Kemer ve Yol: Yüzyılın projesi mi?

14 Mayıs’ta Beijing’te çok sayıda devlet ve hükümet başkanının katıldığı uluslararası bir forumda, Çin Halk Cumhuriyeti’nin Kemer ve Yol Girişimi, uluslararası topluluğa duyuruldu.

Aslında, 14 Mayıs tarihinde başlatılan bir girişim, bir tasarım yoktur. Çin’in son yıllarda hızlanan stratejik dış yatırımlarının birleştirilmesi ve geleceğe dönük devâsâ bir programa dönüştürülmesi söz konusudur. Devlet Başkanı Şi Jinping bu projeden ilk defa 2013’te (Kazakistan’da); İpek Yolu Ekonomik Kemeri ve 21. Yüzyıl Deniz İpek Yolu başlığı altında söz etti. 10 Mart 2015’te bu tasarım aynı ad altında Çin Halk Cumhuriyeti Devlet Konseyi’nin (Bakanlar Kurulu’nun) bir programı olarak kabul edildi.

14 Mayıs Forumu da bu resmî  belgede kapsanan uygulamaları, ilkeleri ve hedefleri Kemer ve Yol Girişimi adı altında dünya kamuoyuna tanıtmak amacıyla düzenlendi.

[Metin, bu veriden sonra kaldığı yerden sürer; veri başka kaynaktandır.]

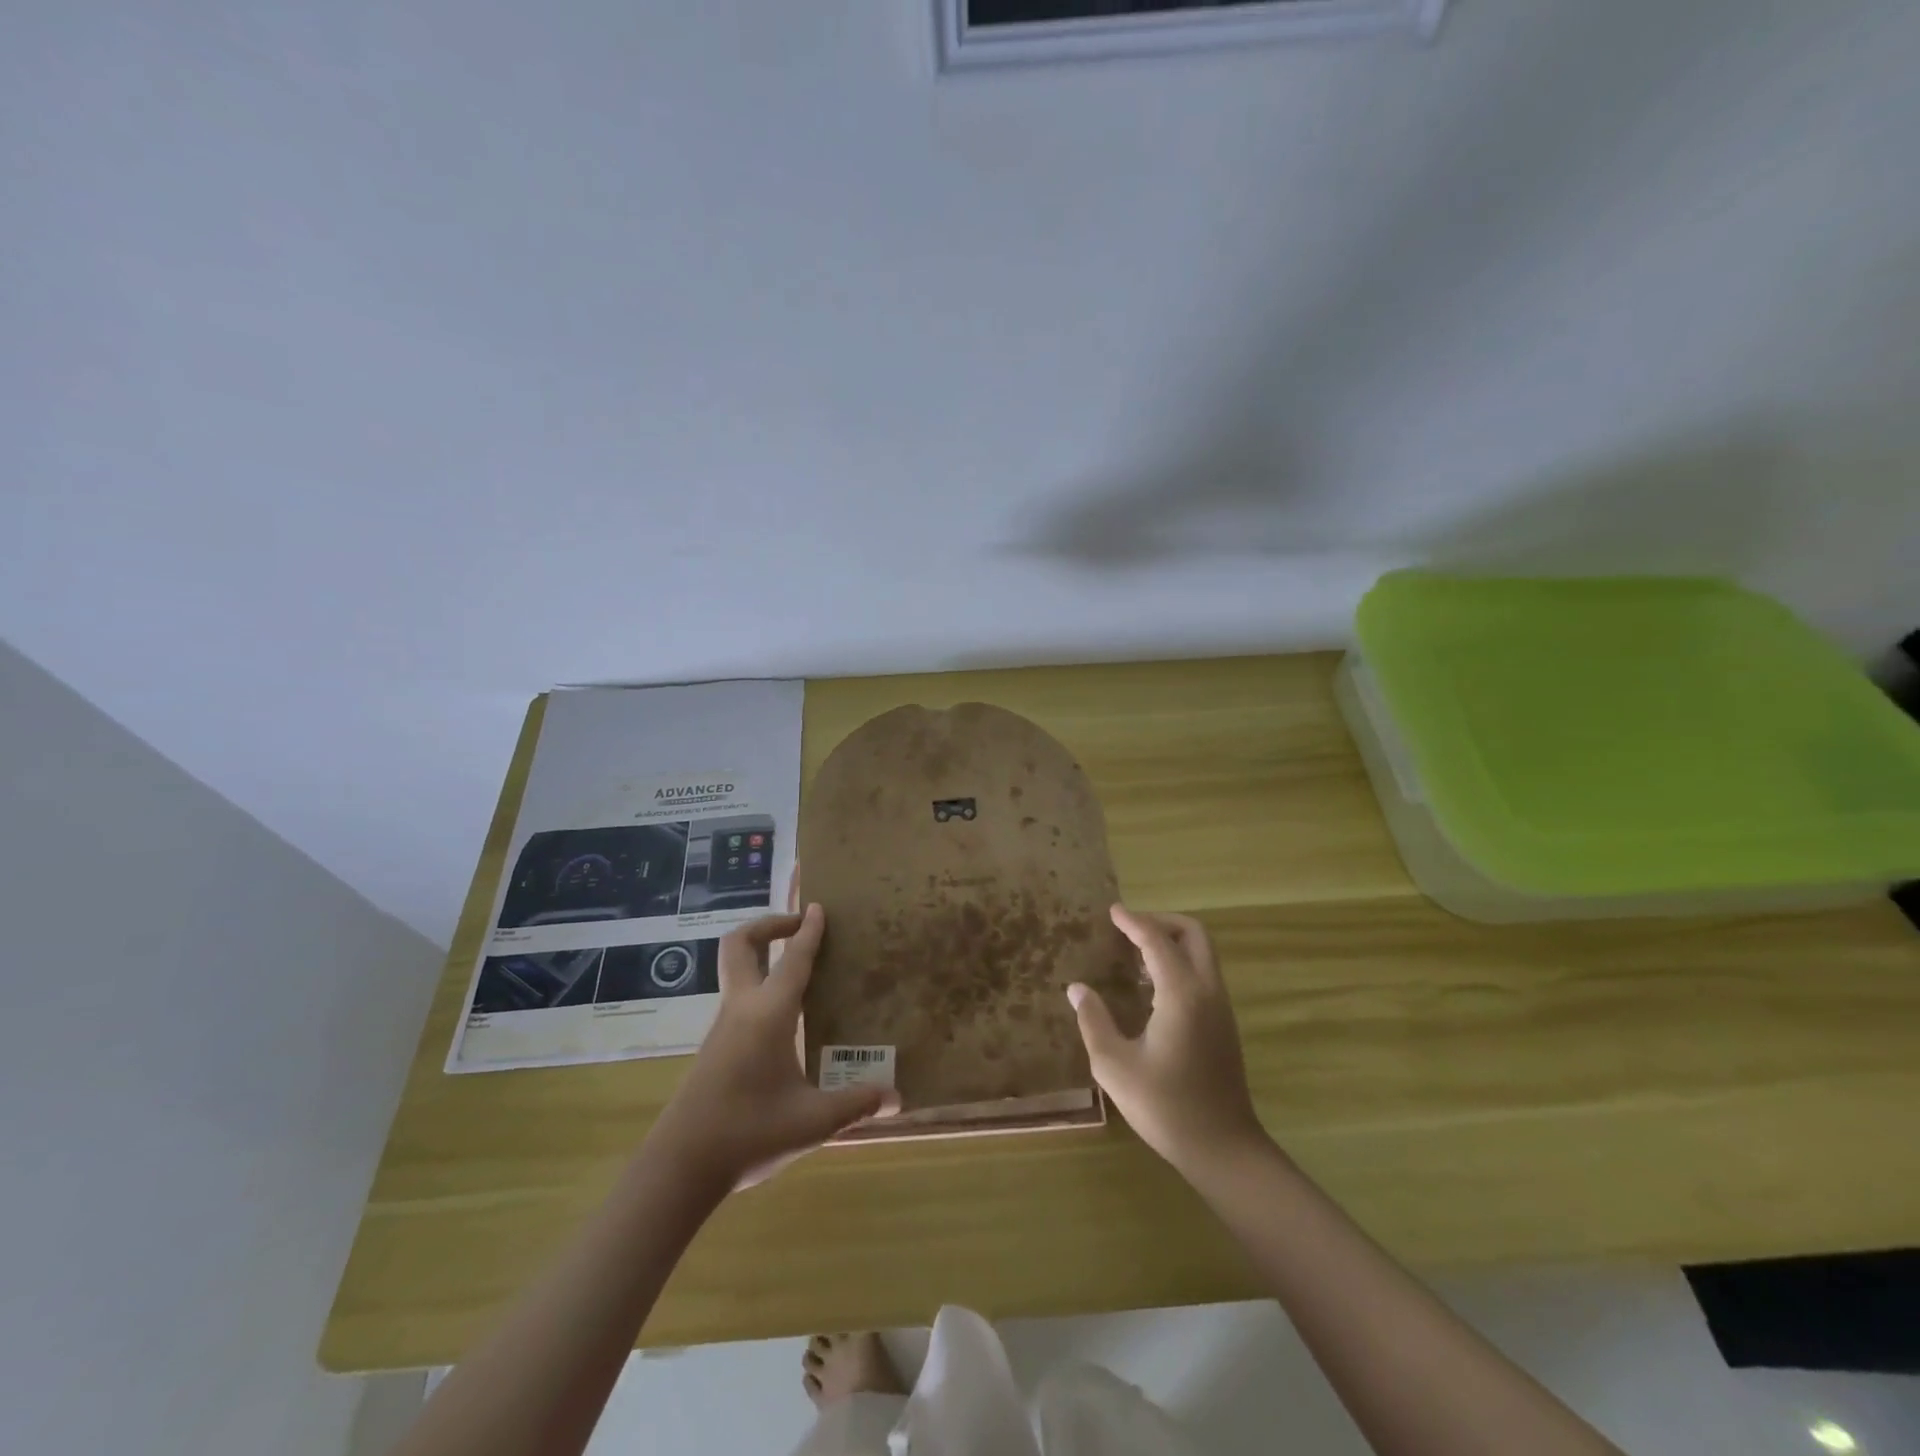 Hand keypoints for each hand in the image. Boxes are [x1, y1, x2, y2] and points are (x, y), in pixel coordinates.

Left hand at [647, 905, 897, 1191]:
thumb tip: (896, 1098)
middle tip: (796, 925)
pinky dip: (758, 987)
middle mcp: (742, 1009)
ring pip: (736, 971)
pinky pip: (737, 999)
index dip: (808, 931)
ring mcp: (722, 1028)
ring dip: (761, 956)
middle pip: (740, 945)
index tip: (817, 907)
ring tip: (796, 968)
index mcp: (769, 1014)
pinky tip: (782, 1019)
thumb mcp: (812, 1121)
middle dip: (768, 925)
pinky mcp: (713, 1049)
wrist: (679, 1168)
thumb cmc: (748, 1133)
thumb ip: (855, 1104)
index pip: (793, 959)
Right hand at [1068, 906, 1267, 1179]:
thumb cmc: (1165, 1107)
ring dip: (1171, 942)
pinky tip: (1151, 987)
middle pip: (1193, 934)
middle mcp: (1207, 991)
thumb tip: (1077, 989)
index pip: (1156, 941)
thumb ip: (1094, 1021)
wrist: (1223, 1148)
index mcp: (1181, 994)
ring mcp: (1220, 1007)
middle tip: (1129, 928)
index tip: (1112, 912)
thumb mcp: (1114, 1066)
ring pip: (1202, 953)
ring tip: (1134, 954)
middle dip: (1161, 922)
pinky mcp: (1224, 1024)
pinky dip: (1179, 963)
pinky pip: (1203, 973)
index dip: (1133, 922)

Bu projeye göz atalım. Sözünü ettiğim Devlet Konseyi belgesi ile Şi Jinping’in 14 Mayıs forumundaki konuşmasından hareket edelim; birkaç ek bilgiyle genişletelim; kısaca değerlendirelim. 

KARADAN, DENİZDEN YENİ İPEK YOLU 

Şi Jinping’in konuşması, Kemer ve Yol  tasarımını, 2000 yıl öncesinin İpek Yolu’na bağlayarak sunuyor. Tarihsel İpek Yolu’nun, uygarlıklar arasında işbirliği, bilgi alışverişi, karşılıklı çıkarlar sağlamış olan bir insanlık mirası olduğunu hatırlatıyor. Aynı ilkelerin, 21. yüzyıl koşullarında Kemer ve Yol Girişimi ile canlandırılabileceğini umuyor.

Çin Devlet Konseyi’nin belgesi, iki ana öğeden oluşuyor. Birincisi kara-demir yolu bağlantılarına dayanan İpek Yolu Ekonomik Kemeri’dir. Çin’i Avrupa’ya, Akdeniz’e ve Hint Okyanusu’na bağlayacak dört ayağı vardır: Birincisi Avrasya Kara Köprüsü’dür. Bunu, Çin-Moğolistan-Rusya ve Çin-Orta Asya-Batı Asya bağlantılarını sağlayan ve Çin ile Hindiçin Yarımadası’nı bütünleştiren üç ekonomik koridor tamamlamaktadır. Bu koridorların iki alt öğesine (Çin-Pakistan ve Çin-Hindistan-Myanmar bağlantılarına) dönük yatırımlar başlatılmıştır.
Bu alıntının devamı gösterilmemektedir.